期刊名称:Proceedings of the National Academy of Sciences
印刷版ISSN:0027-8424
电子版ISSN:1091-6490
出版年度:1982
卷号:79
期号:15
页码:4550-4554
DOI:10.1073/pnas.79.15.4550
语种:English
出版社:The National Academy of Sciences of the United States of America
摘要:The nucleotide sequence of a cloned section of the Escherichia coli chromosome containing the dnaG primase gene [Lupski, J., Smiley, B., Blattner, F. & Godson, G. N. (1982) Mol. Gen, Genet. 185, 120--128] has been determined. The region coding for the dnaG primase has been identified by NH2-terminal and tryptic peptide amino acid analysis of the dnaG protein. The coding region is 1,740 base pairs long (580 amino acids) and is preceded by an unusual ribosome-binding site sequence (G-G-G-G). The dnaG gene is read in the same direction as the adjacent rpoD gene, but no obvious promoter sequences can be found for either gene within several hundred nucleotides upstream.

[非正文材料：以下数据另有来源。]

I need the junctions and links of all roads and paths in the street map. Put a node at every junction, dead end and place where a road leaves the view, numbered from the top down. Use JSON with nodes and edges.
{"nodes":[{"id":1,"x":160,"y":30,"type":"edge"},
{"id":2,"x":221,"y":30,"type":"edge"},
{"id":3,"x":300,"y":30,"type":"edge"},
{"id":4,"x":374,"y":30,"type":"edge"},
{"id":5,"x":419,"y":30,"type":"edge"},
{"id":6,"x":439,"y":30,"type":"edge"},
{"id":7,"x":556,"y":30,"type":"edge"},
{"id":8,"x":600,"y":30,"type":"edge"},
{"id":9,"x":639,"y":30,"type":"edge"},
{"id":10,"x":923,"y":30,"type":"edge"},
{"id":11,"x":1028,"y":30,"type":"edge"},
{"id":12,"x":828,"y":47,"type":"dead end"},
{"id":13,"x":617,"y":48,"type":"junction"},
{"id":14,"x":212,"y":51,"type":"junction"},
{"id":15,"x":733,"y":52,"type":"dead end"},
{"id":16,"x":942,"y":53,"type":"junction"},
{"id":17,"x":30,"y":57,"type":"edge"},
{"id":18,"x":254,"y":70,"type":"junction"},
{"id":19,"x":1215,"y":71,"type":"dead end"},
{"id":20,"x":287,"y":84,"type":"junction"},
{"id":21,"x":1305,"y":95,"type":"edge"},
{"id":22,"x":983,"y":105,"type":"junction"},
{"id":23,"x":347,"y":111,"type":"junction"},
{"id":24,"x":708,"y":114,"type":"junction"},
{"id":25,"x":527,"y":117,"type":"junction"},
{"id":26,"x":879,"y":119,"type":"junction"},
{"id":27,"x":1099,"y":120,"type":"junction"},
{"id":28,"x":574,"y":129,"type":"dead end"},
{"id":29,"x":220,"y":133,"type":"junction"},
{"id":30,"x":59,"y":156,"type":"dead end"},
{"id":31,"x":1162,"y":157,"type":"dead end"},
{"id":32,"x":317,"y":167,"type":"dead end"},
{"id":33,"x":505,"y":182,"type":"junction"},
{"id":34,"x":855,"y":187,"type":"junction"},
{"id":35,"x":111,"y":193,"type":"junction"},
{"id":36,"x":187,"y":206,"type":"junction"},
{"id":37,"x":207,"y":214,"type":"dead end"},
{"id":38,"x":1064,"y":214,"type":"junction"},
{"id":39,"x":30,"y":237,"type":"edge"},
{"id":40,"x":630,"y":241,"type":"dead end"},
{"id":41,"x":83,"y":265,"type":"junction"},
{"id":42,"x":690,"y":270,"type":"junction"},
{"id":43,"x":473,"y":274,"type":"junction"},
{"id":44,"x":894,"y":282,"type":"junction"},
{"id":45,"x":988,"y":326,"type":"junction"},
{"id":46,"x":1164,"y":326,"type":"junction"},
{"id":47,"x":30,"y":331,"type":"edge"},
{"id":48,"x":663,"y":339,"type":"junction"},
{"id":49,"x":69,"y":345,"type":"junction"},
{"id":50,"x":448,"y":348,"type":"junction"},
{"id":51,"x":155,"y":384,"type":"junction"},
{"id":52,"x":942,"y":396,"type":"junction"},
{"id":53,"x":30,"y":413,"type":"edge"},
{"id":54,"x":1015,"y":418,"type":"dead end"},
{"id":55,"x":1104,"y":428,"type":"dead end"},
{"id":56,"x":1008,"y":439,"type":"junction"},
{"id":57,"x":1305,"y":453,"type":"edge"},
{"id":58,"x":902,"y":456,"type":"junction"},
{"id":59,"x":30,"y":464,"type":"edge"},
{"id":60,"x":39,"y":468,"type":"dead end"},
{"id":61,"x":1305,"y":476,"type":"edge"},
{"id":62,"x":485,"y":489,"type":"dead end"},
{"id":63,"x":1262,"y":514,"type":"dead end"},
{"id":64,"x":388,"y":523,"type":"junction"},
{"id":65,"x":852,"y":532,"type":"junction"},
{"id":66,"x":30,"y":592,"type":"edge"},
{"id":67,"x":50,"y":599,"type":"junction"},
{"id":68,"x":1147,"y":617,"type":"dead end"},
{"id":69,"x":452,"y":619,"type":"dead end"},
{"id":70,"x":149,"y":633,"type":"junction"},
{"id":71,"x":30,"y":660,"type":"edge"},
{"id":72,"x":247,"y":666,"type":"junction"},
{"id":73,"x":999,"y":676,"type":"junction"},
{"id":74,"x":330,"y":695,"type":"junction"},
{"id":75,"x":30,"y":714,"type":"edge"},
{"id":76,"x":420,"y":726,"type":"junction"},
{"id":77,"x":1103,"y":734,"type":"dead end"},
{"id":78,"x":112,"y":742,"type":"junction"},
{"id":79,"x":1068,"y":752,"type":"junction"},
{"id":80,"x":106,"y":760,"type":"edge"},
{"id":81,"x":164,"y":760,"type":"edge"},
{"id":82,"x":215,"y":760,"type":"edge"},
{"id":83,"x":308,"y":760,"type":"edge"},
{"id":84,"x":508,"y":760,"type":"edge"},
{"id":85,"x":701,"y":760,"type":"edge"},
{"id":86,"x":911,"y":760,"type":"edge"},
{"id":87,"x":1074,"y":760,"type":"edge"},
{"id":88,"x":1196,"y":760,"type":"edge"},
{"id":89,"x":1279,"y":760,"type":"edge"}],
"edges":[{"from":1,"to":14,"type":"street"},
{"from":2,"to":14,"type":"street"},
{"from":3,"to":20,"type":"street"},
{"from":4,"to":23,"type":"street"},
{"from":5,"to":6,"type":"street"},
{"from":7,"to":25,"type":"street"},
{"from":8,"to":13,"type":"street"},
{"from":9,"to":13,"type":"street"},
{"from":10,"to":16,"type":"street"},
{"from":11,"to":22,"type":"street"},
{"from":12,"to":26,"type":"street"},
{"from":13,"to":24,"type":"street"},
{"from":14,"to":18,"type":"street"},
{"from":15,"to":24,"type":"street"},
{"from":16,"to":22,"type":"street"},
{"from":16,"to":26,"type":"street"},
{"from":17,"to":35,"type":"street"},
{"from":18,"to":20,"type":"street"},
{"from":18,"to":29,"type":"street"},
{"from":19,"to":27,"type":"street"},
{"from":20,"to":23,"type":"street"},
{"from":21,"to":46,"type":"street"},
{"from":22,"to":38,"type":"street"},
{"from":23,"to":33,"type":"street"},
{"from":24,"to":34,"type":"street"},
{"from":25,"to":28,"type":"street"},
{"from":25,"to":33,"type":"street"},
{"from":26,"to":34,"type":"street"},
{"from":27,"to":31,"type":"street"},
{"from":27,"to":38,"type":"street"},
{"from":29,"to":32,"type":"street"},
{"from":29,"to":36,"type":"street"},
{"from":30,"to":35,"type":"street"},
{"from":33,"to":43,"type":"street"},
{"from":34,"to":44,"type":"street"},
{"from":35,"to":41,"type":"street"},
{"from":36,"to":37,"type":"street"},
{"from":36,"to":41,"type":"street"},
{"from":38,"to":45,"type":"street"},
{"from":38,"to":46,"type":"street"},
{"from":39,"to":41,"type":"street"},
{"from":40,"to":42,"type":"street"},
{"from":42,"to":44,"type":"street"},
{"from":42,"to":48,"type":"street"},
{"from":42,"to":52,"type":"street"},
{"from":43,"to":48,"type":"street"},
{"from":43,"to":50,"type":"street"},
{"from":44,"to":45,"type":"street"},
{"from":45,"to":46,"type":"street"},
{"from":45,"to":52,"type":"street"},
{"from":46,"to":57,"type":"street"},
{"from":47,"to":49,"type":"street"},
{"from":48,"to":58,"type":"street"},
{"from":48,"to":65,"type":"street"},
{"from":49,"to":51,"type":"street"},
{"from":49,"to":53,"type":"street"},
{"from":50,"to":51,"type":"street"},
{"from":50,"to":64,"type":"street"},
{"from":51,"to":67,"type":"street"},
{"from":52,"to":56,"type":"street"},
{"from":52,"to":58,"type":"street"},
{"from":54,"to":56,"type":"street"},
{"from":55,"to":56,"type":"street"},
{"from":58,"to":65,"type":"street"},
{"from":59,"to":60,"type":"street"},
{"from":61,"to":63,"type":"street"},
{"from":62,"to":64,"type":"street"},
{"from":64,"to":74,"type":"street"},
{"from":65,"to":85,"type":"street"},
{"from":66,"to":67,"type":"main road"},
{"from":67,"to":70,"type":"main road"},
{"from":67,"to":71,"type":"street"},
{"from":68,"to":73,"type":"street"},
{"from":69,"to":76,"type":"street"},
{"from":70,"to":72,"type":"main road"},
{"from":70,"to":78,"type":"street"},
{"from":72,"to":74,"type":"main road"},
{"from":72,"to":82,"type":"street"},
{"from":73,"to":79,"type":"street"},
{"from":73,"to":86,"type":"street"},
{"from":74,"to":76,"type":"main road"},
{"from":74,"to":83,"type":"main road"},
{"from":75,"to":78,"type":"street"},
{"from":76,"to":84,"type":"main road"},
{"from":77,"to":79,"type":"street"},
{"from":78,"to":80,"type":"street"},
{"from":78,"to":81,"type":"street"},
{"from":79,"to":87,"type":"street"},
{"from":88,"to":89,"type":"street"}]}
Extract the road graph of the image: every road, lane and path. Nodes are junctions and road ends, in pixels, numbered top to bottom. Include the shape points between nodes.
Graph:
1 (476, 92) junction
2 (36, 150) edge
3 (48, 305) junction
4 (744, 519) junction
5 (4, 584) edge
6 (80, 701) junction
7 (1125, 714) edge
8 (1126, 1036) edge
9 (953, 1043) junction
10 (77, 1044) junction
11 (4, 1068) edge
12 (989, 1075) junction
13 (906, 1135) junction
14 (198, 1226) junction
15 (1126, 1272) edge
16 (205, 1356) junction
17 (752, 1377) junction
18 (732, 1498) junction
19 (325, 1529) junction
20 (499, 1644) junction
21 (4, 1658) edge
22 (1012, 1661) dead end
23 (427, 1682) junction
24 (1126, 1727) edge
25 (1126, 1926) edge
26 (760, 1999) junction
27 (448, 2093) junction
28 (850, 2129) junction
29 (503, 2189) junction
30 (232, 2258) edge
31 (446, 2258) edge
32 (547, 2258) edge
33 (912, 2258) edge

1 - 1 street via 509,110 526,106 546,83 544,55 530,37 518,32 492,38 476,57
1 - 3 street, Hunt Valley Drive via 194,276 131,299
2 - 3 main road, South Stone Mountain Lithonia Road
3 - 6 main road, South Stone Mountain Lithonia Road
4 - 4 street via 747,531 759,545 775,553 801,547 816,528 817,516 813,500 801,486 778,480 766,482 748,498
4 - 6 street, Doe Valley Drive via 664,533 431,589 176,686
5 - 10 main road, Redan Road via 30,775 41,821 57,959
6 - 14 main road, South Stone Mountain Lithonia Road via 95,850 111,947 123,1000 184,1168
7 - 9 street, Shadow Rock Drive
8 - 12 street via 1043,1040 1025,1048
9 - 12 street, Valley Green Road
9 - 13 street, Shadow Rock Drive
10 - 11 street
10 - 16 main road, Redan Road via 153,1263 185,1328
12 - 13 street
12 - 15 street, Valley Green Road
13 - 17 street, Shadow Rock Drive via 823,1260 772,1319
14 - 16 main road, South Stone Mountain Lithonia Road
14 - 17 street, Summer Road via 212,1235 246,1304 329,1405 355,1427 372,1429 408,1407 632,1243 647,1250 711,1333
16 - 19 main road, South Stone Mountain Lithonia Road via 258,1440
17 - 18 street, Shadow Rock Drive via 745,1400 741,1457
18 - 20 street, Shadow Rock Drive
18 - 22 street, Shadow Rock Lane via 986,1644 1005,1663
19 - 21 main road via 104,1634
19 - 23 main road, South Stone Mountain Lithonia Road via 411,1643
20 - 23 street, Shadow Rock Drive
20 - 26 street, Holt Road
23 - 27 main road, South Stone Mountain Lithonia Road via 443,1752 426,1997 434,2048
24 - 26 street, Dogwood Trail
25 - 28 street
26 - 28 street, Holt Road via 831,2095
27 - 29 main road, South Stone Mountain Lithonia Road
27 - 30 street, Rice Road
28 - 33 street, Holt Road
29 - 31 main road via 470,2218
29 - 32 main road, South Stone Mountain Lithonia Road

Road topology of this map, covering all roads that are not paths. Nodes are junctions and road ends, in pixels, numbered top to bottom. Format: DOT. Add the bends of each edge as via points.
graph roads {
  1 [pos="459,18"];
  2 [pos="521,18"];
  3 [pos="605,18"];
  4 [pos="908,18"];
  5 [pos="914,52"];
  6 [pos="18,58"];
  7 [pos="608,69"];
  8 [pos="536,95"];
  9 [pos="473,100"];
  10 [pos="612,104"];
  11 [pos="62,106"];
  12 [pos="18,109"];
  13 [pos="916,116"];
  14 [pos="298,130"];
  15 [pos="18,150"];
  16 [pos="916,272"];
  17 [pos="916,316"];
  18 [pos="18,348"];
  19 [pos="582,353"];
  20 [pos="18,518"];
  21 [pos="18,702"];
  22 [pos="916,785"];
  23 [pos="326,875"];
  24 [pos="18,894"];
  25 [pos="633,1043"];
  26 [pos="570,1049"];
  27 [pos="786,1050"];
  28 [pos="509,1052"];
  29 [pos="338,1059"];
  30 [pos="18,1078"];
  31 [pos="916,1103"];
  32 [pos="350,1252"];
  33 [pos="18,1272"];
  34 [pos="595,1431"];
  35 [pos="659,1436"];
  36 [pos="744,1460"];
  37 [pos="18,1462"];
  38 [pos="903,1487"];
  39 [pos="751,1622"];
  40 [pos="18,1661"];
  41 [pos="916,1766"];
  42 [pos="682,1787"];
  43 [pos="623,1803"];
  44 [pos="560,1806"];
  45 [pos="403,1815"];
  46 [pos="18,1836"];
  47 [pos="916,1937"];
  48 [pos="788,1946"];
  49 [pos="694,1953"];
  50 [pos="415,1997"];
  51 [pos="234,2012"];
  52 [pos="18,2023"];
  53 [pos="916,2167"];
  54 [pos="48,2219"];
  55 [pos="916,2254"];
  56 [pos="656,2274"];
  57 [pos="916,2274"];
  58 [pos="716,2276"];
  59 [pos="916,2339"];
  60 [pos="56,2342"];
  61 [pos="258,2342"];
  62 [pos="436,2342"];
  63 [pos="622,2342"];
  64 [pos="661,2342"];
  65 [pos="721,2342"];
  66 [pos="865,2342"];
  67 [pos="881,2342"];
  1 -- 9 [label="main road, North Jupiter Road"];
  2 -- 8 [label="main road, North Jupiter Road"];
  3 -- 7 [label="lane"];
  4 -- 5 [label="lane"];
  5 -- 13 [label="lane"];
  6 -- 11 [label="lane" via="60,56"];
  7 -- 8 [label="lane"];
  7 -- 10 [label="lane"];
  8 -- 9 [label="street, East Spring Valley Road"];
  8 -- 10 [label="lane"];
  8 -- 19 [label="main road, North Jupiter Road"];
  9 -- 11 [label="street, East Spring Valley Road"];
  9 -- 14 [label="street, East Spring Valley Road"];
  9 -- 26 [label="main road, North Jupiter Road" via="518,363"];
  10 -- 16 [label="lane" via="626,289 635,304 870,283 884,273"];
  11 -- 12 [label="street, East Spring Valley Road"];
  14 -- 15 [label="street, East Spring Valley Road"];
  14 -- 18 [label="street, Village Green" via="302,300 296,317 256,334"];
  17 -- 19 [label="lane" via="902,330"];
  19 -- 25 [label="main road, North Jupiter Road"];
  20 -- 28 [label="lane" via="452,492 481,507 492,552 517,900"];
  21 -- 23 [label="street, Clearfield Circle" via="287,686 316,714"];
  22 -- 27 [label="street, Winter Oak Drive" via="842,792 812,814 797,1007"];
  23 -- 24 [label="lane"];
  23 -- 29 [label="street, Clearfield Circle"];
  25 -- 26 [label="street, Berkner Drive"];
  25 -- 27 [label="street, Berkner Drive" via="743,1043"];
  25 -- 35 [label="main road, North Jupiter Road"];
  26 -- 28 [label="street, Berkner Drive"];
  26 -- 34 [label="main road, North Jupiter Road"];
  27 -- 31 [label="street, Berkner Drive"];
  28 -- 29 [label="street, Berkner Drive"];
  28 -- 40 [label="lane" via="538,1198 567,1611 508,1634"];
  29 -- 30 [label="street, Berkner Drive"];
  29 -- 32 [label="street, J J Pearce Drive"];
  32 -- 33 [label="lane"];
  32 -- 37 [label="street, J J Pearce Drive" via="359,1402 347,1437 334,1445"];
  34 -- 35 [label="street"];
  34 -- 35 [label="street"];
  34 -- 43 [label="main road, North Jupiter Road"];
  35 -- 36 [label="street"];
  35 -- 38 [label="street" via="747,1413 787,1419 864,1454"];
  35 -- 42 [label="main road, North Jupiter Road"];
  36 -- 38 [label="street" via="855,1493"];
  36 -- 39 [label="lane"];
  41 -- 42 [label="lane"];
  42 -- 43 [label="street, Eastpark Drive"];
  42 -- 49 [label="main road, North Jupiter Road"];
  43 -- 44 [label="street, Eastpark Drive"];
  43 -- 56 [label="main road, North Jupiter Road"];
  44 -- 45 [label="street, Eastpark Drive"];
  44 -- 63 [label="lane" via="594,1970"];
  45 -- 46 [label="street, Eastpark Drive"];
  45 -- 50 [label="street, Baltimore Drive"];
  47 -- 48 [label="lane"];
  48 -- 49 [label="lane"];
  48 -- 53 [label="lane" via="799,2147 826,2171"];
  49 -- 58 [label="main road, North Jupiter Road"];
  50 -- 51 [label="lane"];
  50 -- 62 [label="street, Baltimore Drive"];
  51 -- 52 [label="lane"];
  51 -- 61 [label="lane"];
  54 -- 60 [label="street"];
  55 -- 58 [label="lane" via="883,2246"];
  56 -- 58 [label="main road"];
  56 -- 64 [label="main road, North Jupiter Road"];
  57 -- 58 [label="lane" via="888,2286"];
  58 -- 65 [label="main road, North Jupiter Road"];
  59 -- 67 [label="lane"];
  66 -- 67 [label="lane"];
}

Other unusual features of the dnaG gene that may explain the maintenance of its product at low copy number are the presence of a RNA polymerase terminator 31 nucleotides upstream from the ATG initiator codon and greater use (3--10 times) of certain condons that occur infrequently in other E. coli genes. The nucleotide sequence has also been correlated with data from transposon Tn5 insertional inactivation mapping.